Architecture

MapR-DB is an enterprise-grade, high performance, NoSQL (“Not Only SQL”) database management system. It is used to add real-time, operational analytics capabilities to big data applications. As a multi-model NoSQL database, it supports both JSON document models and wide column data models.

MapR-DB is implemented as a log-based database within the framework of MapR-FS. As a log-based database, periodically, logged operations must be written to disk. In MapR-DB, table regions (also called tablets) and smaller structures within them are stored partially as b-trees which together with write-ahead log (WAL) files comprise log-structured-merge trees. Write-ahead logs for the smaller structures within regions are periodically restructured by rolling merge operations on the b-trees. Because MapR-DB performs these merges at small scales, applications running against MapR-DB see no significant effects on latency while the merges are taking place.
Note: Apache HBase also uses the term regions. Apache HBase is deprecated.

Why use MapR-DB?

  • Integrated analytics with SQL: Integration with Drill for MapR provides a low-latency distributed SQL-like query engine for large-scale datasets, including structured and semi-structured/nested data.
  • Operational analytics: MapR-DB can be run in the same cluster as Apache™ Hadoop® and Apache Spark, letting you immediately analyze or process live, interactive data. Data silos can also be eliminated to speed the data-to-action cycle, while also enabling a more efficient data architecture.
  • Global distribution of applications: Application access to MapR-DB tables is distributable on a global scale.
  • Flexible data model: MapR-DB can be used as both a document database and a wide-column database.

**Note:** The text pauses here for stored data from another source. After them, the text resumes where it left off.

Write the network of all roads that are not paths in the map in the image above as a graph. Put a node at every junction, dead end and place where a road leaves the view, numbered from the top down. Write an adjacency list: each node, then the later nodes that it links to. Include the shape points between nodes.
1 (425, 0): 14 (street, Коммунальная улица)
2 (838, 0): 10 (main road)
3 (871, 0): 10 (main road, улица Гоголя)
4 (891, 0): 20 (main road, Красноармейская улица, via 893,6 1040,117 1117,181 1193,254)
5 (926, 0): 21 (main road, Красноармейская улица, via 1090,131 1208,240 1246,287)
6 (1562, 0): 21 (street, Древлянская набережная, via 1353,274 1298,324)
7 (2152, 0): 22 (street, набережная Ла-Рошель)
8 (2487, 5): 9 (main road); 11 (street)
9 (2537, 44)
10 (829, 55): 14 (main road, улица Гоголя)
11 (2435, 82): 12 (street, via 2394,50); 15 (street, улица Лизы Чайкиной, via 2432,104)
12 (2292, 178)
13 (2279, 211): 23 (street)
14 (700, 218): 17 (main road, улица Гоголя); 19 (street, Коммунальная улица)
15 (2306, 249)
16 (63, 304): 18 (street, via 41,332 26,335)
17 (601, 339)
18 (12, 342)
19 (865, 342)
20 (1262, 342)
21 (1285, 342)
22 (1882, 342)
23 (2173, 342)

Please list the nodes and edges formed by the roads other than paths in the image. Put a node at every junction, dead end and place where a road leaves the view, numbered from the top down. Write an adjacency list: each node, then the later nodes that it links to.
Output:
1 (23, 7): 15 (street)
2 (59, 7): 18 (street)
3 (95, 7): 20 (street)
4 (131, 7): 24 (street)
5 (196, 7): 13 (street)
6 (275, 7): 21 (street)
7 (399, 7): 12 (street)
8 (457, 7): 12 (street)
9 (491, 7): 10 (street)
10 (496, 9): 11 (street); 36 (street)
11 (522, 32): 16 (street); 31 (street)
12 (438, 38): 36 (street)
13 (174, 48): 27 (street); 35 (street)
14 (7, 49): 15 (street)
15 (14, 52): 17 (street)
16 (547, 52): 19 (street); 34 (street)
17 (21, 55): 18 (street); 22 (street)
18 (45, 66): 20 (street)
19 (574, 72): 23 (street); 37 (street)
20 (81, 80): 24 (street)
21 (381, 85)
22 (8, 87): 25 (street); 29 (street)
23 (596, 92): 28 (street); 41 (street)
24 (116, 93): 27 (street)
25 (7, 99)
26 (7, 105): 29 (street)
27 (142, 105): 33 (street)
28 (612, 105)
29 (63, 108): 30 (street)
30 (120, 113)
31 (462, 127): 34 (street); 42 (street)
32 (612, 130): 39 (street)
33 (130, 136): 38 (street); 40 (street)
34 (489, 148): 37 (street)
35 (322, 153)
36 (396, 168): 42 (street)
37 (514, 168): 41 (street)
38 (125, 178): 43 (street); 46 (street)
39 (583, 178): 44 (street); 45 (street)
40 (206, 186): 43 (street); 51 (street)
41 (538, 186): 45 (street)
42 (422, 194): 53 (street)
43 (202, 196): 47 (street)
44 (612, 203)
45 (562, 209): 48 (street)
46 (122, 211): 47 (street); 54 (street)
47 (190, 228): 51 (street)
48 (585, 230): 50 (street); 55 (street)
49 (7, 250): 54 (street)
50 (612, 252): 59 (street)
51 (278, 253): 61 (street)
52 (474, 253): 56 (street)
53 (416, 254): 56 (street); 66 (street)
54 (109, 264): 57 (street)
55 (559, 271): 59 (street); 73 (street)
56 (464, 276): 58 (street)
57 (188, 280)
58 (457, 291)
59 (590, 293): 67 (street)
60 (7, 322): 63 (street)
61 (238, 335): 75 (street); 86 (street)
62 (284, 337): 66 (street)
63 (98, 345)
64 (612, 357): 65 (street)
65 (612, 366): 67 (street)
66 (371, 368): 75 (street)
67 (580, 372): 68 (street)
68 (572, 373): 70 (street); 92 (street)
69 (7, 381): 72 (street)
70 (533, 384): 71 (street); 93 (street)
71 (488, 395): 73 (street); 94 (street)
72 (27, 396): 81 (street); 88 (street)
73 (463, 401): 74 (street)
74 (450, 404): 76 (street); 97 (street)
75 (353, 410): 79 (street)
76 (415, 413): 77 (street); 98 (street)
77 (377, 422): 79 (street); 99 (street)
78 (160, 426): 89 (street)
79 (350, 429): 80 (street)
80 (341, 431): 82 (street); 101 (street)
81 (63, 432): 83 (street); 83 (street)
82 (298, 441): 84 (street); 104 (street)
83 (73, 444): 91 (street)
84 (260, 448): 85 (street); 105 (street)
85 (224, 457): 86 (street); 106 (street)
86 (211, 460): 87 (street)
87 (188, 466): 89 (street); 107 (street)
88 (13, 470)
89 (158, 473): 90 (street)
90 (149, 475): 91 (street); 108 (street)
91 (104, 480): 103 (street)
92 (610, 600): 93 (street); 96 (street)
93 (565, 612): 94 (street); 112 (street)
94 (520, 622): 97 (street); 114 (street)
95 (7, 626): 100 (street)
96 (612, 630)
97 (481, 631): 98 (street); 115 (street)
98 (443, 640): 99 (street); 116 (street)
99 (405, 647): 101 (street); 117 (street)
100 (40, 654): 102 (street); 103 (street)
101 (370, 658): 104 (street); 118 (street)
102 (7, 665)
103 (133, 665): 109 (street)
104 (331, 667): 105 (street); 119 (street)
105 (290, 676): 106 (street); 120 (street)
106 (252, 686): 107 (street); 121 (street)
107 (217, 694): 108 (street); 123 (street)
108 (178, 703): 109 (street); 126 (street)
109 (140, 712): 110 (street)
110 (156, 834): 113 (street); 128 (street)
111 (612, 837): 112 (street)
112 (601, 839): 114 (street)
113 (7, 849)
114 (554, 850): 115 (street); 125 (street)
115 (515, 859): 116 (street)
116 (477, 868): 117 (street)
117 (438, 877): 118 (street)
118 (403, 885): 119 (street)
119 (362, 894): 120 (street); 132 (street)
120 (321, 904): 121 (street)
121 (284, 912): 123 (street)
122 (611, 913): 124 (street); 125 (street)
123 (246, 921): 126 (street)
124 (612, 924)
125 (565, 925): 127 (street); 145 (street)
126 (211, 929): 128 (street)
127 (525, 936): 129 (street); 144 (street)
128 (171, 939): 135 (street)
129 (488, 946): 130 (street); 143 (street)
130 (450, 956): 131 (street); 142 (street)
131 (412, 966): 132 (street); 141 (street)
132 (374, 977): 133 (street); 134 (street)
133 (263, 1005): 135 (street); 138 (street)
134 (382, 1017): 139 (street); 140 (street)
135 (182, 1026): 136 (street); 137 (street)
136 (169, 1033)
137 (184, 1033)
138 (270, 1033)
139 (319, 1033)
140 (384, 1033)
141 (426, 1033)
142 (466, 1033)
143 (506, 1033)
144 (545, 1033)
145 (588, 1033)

As a document database, JSON documents are stored in MapR-DB JSON tables. As a wide-column database, binary files are in stored MapR-DB binary tables.

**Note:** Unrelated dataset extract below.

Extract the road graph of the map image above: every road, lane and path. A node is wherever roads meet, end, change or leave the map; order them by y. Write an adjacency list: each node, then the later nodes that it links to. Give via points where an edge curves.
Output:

How is MapR-DB related to MapR-FS?

MapR-DB tables are implemented directly in the MapR file system (MapR-FS) where Mapr-DB tables (both binary and JSON tables) are created in logical units called volumes.

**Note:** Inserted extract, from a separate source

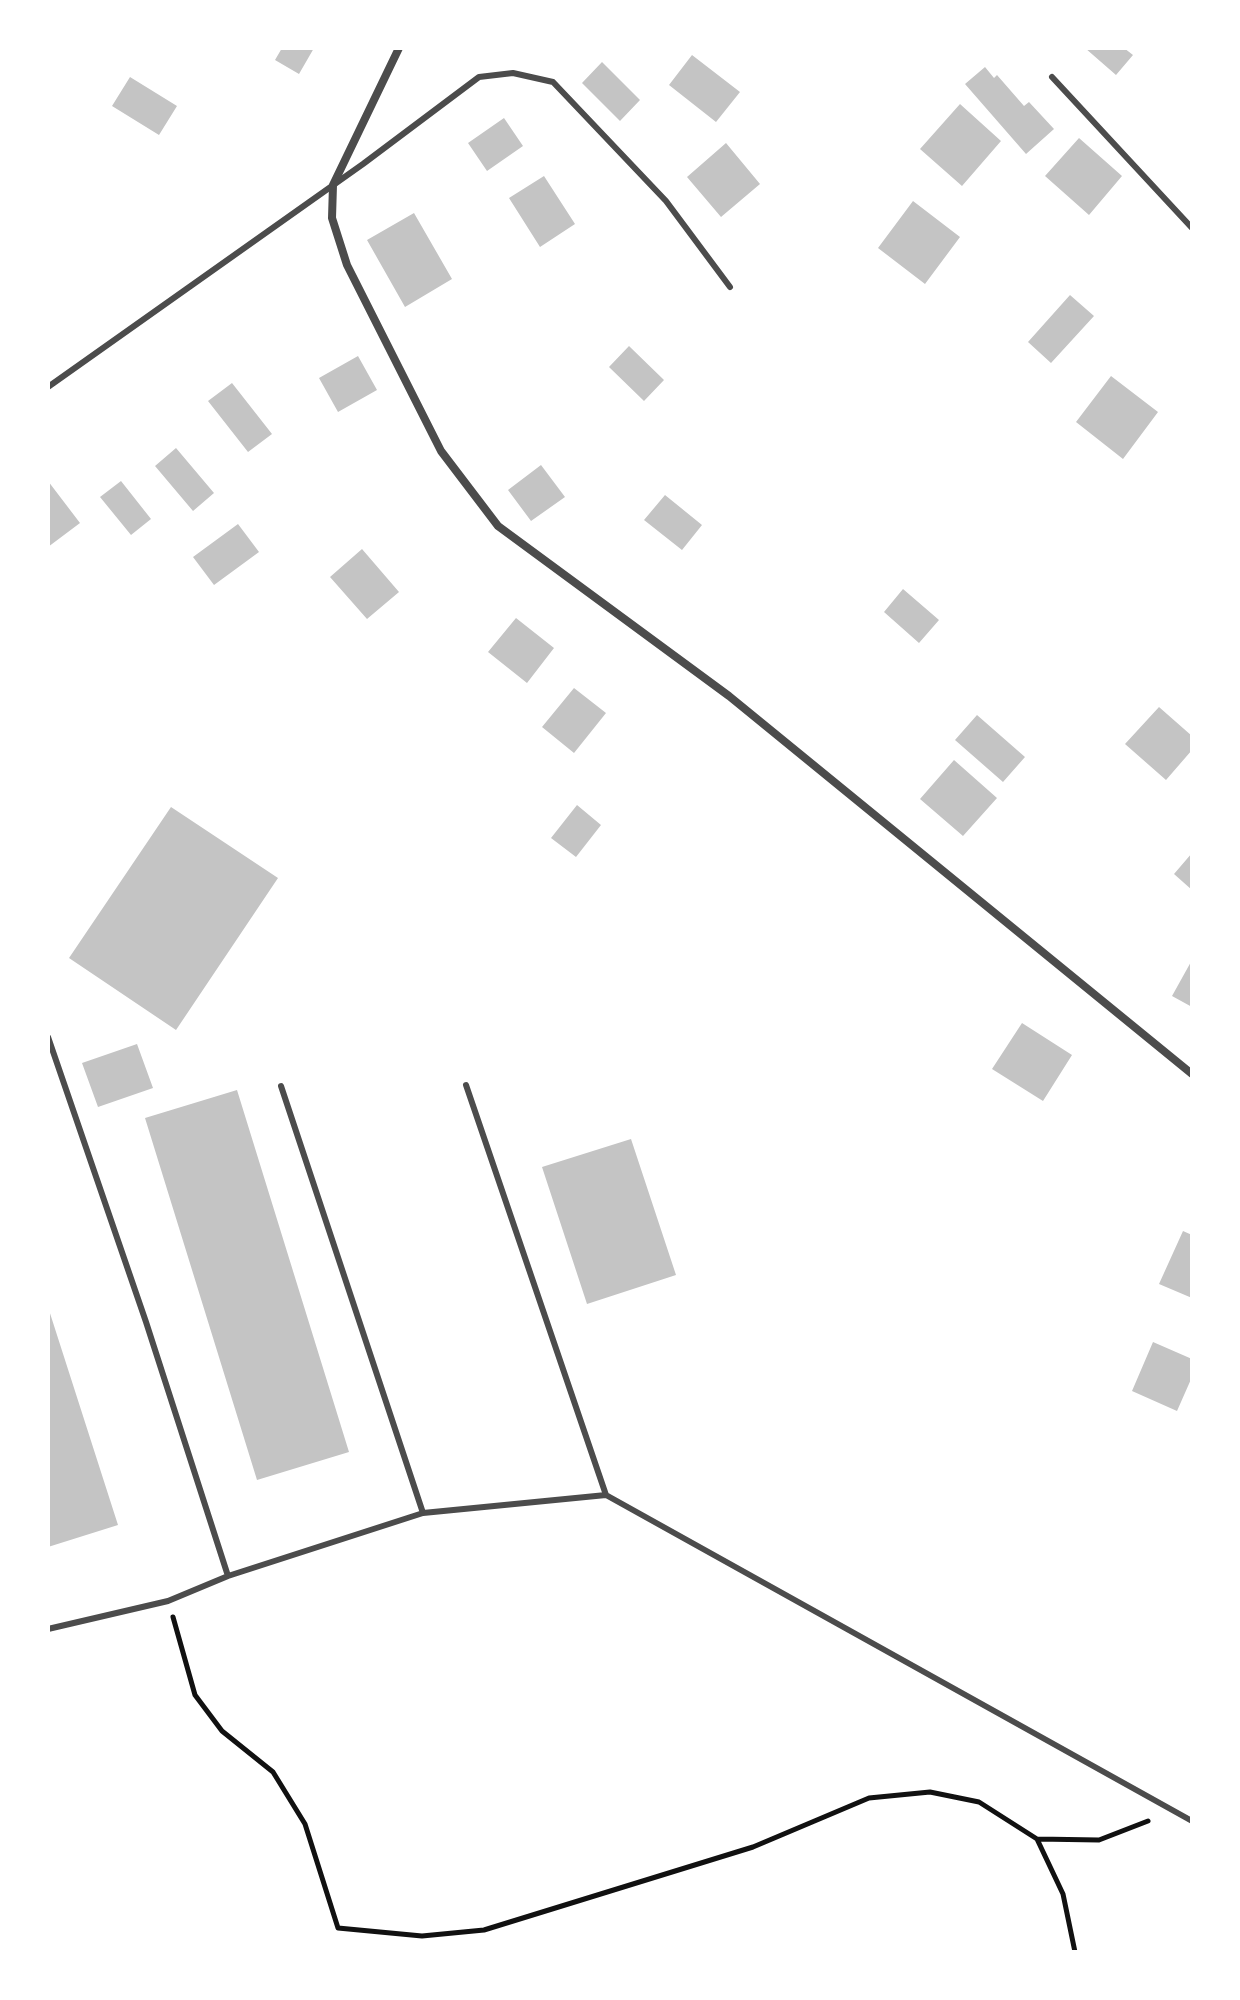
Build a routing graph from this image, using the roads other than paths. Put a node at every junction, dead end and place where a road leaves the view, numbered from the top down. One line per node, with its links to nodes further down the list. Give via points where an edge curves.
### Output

What Design Factors are Important?

  • Rowkey Optimization: The design of a table's rowkeys affects the speed at which client applications can access data and the database performance if hotspotting occurs. The better the design, the faster the data access. See Table Rowkey Design for more information.
  • Column Family Optimization: Column families enable you to group related sets of data and restrict queries to a defined subset, leading to better performance. When you design a column family, think about what kinds of queries are going to be used the most often, and group your columns accordingly. See Column Families in JSON Tables and Column Families in Binary Tables for more information.
  • Replication Implementation: The design of table replication (in addition to the automatic replication that occures with table regions within a volume) depends on your desired outcome and the complexity of your environment. See Table Replication for more implementation.
  • Security Implementation: Security can be implemented at many different levels including for table replication, JSON documents, and general access. Determining what level and where is part of the architectural design. See Security on JSON Tables, Security and Replication, and Security.